Stored items:
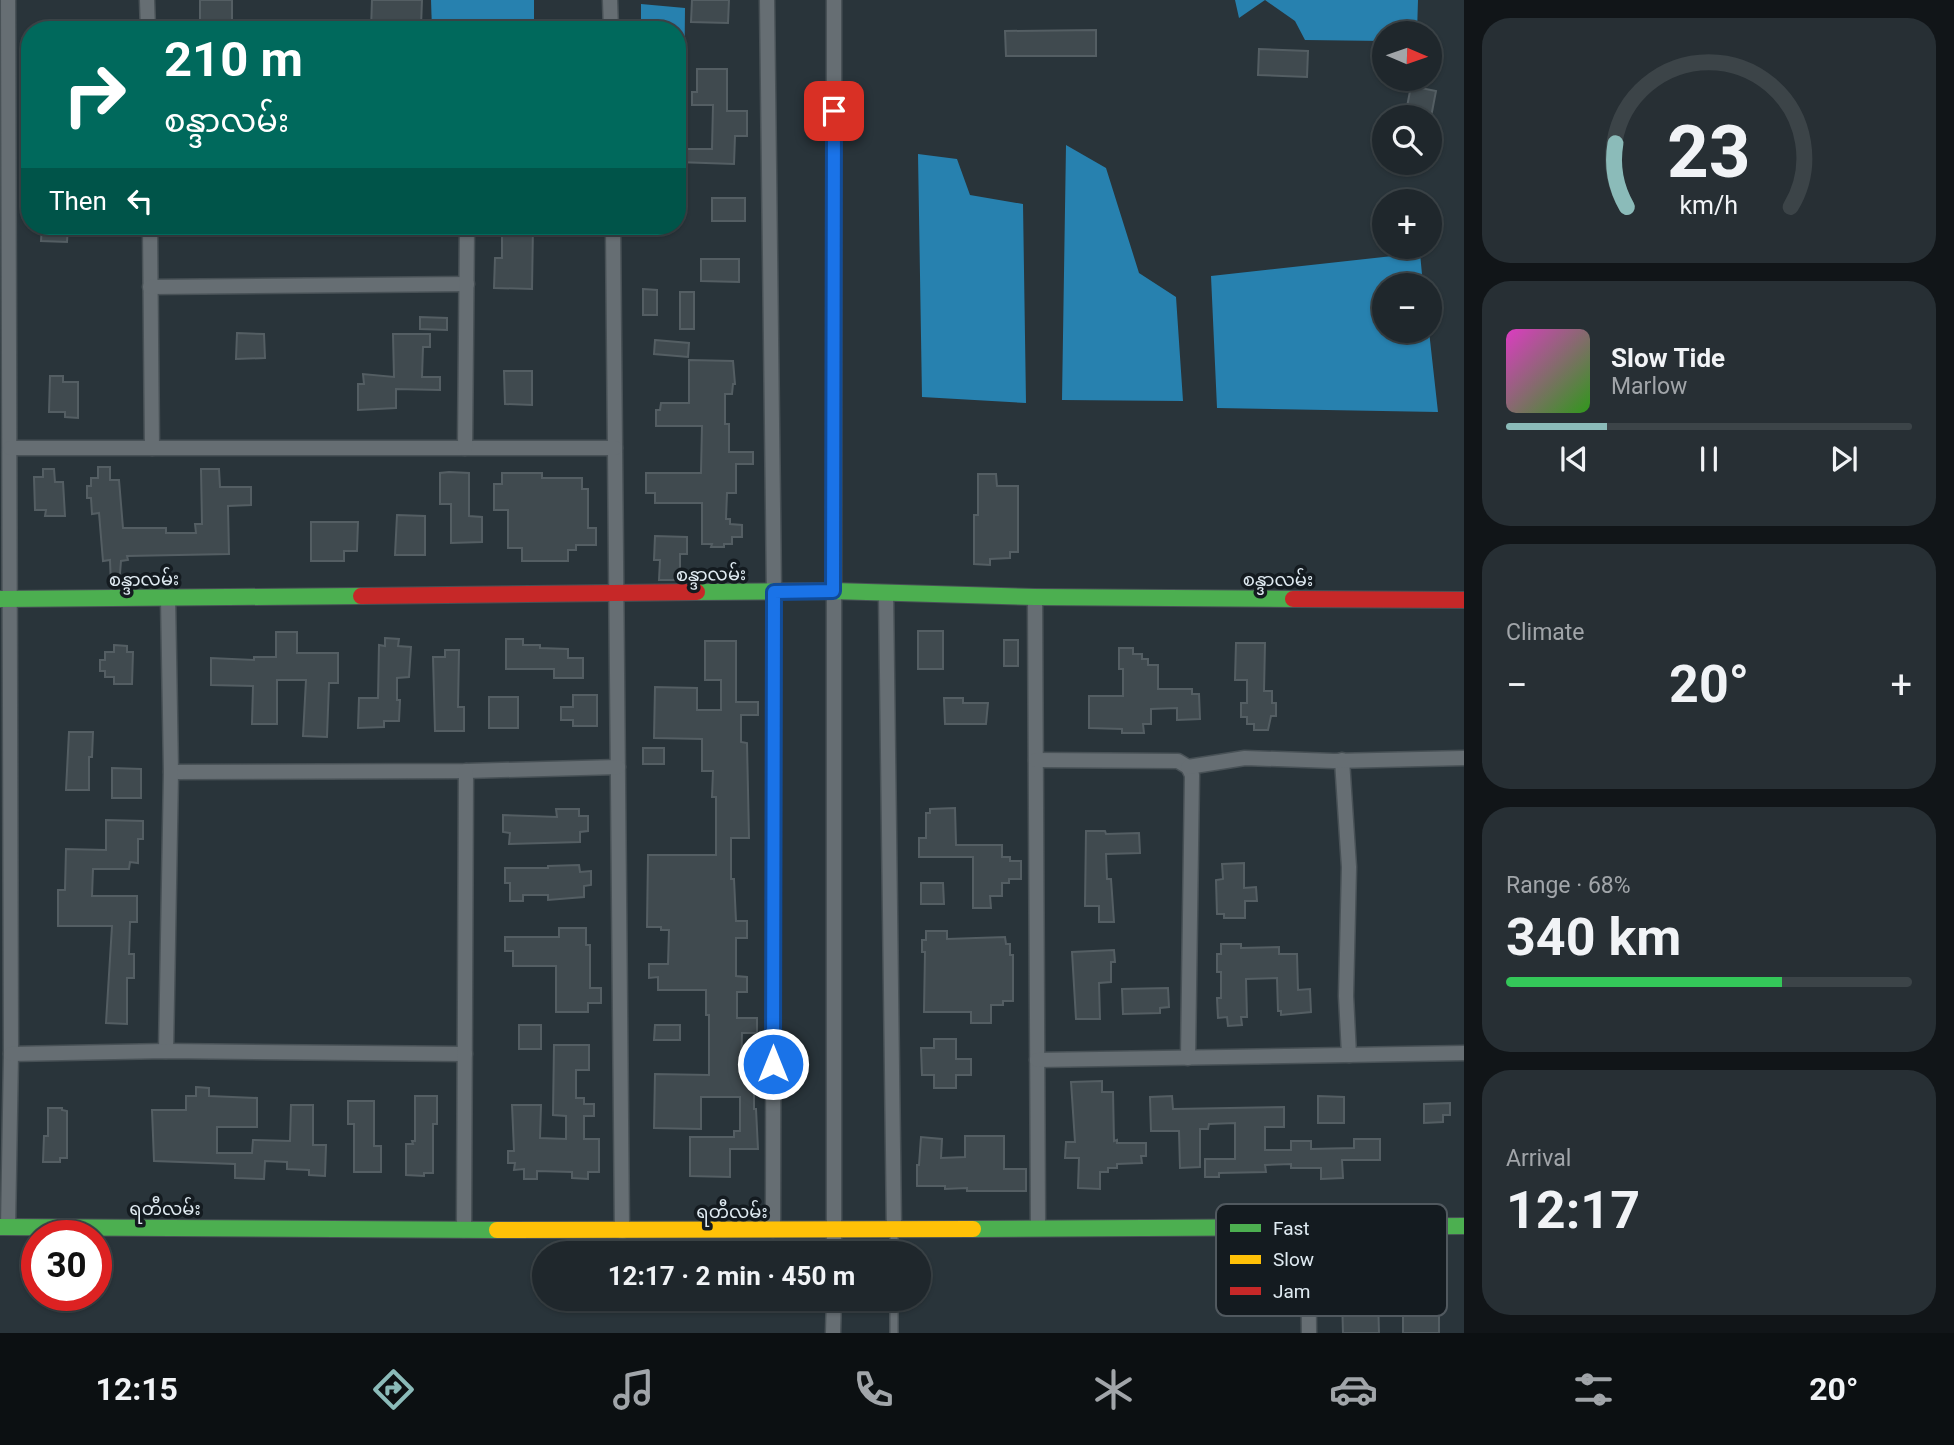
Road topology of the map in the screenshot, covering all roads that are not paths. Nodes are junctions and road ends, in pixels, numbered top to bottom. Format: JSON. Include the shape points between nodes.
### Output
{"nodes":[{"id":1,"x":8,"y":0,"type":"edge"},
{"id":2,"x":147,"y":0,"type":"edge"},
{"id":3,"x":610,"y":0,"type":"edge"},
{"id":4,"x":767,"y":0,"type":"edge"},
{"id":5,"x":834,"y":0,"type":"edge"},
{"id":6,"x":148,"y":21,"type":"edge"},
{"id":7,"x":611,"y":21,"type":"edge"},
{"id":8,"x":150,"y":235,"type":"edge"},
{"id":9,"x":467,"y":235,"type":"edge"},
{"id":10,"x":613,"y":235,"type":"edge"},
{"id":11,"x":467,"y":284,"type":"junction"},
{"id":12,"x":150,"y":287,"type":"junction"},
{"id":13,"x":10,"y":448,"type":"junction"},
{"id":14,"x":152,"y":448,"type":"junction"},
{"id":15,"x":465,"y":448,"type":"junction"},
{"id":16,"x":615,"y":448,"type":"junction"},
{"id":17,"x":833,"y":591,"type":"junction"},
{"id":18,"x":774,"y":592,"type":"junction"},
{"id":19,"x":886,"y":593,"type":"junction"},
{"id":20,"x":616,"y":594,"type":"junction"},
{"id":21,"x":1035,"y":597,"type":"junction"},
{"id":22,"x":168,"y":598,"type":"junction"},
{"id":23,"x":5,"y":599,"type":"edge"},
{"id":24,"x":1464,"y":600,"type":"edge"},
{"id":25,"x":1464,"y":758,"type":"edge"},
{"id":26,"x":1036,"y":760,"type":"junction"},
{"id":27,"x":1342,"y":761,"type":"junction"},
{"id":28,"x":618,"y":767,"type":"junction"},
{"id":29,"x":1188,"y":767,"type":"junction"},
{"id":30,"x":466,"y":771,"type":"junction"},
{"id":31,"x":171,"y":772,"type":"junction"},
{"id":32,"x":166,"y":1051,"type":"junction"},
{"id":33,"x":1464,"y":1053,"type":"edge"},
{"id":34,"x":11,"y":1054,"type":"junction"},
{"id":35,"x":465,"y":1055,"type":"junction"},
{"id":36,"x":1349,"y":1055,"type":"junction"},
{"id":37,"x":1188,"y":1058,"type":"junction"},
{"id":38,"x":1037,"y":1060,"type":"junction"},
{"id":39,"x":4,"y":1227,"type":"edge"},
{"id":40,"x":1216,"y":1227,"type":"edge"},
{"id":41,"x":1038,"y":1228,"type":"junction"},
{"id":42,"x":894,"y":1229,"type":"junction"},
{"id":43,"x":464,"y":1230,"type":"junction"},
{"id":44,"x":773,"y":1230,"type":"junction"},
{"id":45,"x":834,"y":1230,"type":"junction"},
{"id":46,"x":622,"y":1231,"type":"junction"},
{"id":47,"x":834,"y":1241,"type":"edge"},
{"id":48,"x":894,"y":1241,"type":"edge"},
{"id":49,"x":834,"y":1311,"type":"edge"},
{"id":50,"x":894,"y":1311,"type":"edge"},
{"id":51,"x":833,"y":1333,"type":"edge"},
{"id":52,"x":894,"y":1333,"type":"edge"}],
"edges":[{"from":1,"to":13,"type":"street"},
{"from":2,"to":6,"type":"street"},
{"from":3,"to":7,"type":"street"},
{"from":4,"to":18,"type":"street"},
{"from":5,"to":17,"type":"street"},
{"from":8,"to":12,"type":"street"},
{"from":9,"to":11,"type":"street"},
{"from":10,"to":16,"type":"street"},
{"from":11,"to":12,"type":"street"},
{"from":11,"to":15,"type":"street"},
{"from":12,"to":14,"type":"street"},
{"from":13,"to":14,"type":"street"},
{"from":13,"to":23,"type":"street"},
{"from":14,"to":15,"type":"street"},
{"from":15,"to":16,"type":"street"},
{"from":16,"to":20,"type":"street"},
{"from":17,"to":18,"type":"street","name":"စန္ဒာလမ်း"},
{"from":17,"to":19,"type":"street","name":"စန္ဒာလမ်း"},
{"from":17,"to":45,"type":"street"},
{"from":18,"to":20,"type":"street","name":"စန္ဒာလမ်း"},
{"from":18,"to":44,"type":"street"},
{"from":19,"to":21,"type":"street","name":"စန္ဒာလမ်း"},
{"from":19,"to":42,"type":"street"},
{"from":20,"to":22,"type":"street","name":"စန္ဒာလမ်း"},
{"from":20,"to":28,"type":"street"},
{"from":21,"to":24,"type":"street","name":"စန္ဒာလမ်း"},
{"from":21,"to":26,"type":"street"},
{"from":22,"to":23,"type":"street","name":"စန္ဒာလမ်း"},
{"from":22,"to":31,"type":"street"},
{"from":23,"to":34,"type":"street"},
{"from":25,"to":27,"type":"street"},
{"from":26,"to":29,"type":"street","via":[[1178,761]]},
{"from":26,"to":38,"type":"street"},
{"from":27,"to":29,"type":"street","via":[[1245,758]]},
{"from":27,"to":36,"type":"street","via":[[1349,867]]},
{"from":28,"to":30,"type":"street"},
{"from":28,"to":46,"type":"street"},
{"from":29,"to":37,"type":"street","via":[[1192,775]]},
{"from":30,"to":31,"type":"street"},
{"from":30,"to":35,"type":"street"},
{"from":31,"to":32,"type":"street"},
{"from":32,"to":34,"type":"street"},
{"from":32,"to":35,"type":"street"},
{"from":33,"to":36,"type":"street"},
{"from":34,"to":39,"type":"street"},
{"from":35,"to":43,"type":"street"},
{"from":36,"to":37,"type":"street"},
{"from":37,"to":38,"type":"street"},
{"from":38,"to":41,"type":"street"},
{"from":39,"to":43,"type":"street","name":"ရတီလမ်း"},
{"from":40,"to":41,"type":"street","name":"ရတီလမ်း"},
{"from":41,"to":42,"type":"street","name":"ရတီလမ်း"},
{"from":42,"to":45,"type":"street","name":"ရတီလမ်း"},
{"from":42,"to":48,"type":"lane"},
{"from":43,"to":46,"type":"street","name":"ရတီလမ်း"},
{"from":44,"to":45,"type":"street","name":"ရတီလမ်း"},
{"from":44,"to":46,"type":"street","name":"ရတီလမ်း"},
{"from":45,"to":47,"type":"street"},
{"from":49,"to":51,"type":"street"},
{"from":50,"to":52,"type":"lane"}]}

▸ **WHAT THE TASK REQUIRES**
Leave nothing out but the pictures when transcribing the records.

▸ **ANSWER FOR THE TASK**
Road topology of the map in the screenshot, covering all roads that are not paths. Nodes are junctions and road ends, in pixels, numbered top to bottom. Format: JSON. Include the shape points between nodes.
### Output
{"nodes":[{"id":1,"x":8,"y":0,"type":"edge"},
{"id":2,"x":147,"y":0,"type":"edge"},
{"id":3,"x":610,"y":0,"type":"edge"},
{"id":4,"x":767,"y":0,"type":"edge"},
{"id":5,"x":834,"y":0,"type":"edge"},
{"id":6,"x":148,"y":21,"type":"edge"},
{"id":7,"x":611,"y":21,"type":"edge"},
{"id":8,"x":150,"y":235,"type":"edge"},
{"id":9,"x":467,"y":235,"type":"edge"},
{"id":10,"x":613,"y":235,"type":"edge"},
{"id":11,"x":467,"y":284,"type":"junction"},
{"id":12,"x":150,"y":287,"type":"junction"},
{"id":13,"x":10,"y":448,"type":"junction"},
{"id":14,"x":152,"y":448,"type":"junction"},
{"id":15,"x":465,"y":448,"type":"junction"},
{"id":16,"x":615,"y":448,"type":"junction"},
{"id":17,"x":833,"y":591,"type":"junction"},
{"id":18,"x":774,"y":592,"type":"junction"},
{"id":19,"x":886,"y":593,"type":"junction"},
{"id":20,"x":616,"y":594,"type":"junction"},
{"id":21,"x":1035,"y":597,"type":"junction"},
{"id":22,"x":168,"y":598,"type":"junction"},
{"id":23,"x":5,"y":599,"type":"edge"},
{"id":24,"x":1464,"y":600,"type":"edge"},
{"id":25,"x":1464,"y":758,"type":"edge"},
{"id":26,"x":1036,"y":760,"type":"junction"},
{"id":27,"x":1342,"y":761,"type":"junction"},
{"id":28,"x":618,"y":767,"type":"junction"},
{"id":29,"x":1188,"y":767,"type":"junction"},
{"id":30,"x":466,"y":771,"type":"junction"},
{"id":31,"x":171,"y":772,"type":"junction"},
{"id":32,"x":166,"y":1051,"type":"junction"},
{"id":33,"x":1464,"y":1053,"type":"edge"},
{"id":34,"x":11,"y":1054,"type":"junction"},
{"id":35,"x":465,"y":1055,"type":"junction"},
{"id":36,"x":1349,"y":1055,"type":"junction"},
{"id":37,"x":1188,"y":1058,"type":"junction"},
{"id":38,"x":1037,"y":1060,"type":"junction"},
{"id":39,"x":4,"y":1227,"type":"edge"},
{"id":40,"x":1216,"y":1227,"type":"edge"},
{"id":41,"x":1038,"y":1228,"type":"junction"},
{"id":42,"x":894,"y":1229,"type":"junction"},
{"id":43,"x":464,"y":1230,"type":"junction"},
{"id":44,"x":773,"y":1230,"type":"junction"},
{"id":45,"x":834,"y":1230,"type":"junction"},
{"id":46,"x":622,"y":1231,"type":"junction"},
{"id":47,"x":834,"y":1241,"type":"edge"},
{"id":48,"x":894,"y":1241,"type":"edge"},
{"id":49,"x":834,"y":1311,"type":"edge"},
{"id":50,"x":894,"y":1311,"type":"edge"},
{"id":51,"x":833,"y":1333,"type":"edge"},
{"id":52,"x":894,"y":1333,"type":"edge"}],
"edges":[{"from":1,"to":13,"type":"street"},
{"from":2,"to":6,"type":"street"},
{"from":3,"to":7,"type":"street"},
{"from":4,"to":18,"type":"street"},
{"from":5,"to":17,"type":"street"},
{"from":8,"to":12,"type":"street"},
{"from":9,"to":11,"type":"street"},
{"from":10,"to":16,"type":"street"},
{"from":11,"to":12,"type":"street"},
{"from":11,"to":15,"type":"street"},
{"from":12,"to":14,"type":"street"},
{"from":13,"to":14,"type":"street"},
{"from":13,"to":23,"type":"street"},
{"from":14,"to":15,"type":"street"},
{"from":15,"to":16,"type":"street"},
{"from":16,"to":20,"type":"street"},
{"from":17,"to":18,"type":"street","name":"စန္ဒာလမ်း"},
{"from":17,"to":19,"type":"street","name":"စန္ဒာလမ်း"},
{"from":17,"to":45,"type":"street"},
{"from":18,"to":20,"type":"street","name":"စန္ဒာလမ်း"},
{"from":18,"to":44,"type":"street"},
{"from":19,"to":21,"type":"street","name":"စန္ဒာလမ်း"},
{"from":19,"to":42,"type":"street"},
{"from":20,"to":22,"type":"street","name":"စန္ဒာလမ်း"},
{"from":20,"to":28,"type":"street"},
{"from":21,"to":24,"type":"street","name":"စန္ဒာလမ်း"},
{"from":21,"to":26,"type":"street"},
{"from":22,"to":23,"type":"street","name":"စန္ဒာလမ်း"},
{"from":22,"to":31,"type":"street"},
{"from":23,"to":34,"type":"street"},
{"from":25,"to":27,"type":"street"},
{"from":26,"to":29,"type":"street","via":[[1178,761]]},
{"from":26,"to":38,"type":"street"},
{"from":27,"to":29,"type":"street","via":[[1245,758]]},
{"from":27,"to":36,"type":"street","via":[[1349,867]]},
{"from":28,"to":30,"type":"street"},
{"from":28,"to":46,"type":"street"},
{"from":29,"to":37,"type":"street","via":[[1192,775]]},
{"from":30,"to":31,"type":"street"},
{"from":30,"to":35,"type":"street"},
{"from":31,"to":32,"type":"street"},
{"from":32,"to":34,"type":"street"},
{"from":32,"to":35,"type":"street"},
{"from":33,"to":36,"type":"street"},
{"from":34,"to":39,"type":"street"},
{"from":35,"to":43,"type":"street"},
{"from":36,"to":37,"type":"street"},
{"from":37,"to":38,"type":"street"},
{"from":38,"to":41,"type":"street"},
{"from":39,"to":43,"type":"street","name":"ရတီလမ်း"},
{"from":40,"to":41,"type":"street","name":"ရတီလမ်း"},
{"from":41,"to":42,"type":"street","name":"ရတီလမ်း"},
{"from":42,"to":45,"type":"street","name":"ရတီလမ်း"},
{"from":42,"to":48,"type":"lane"},
{"from":43,"to":46,"type":"street","name":"ရတီလမ်း"},
{"from":44,"to":45,"type":"street","name":"ရတီလမ်း"},
{"from":44,"to":46,"type":"street","name":"ရတီလမ်း"},
{"from":45,"to":47,"type":"street"},
{"from":49,"to":51,"type":"street"},
{"from":50,"to":52,"type":"lane"}]}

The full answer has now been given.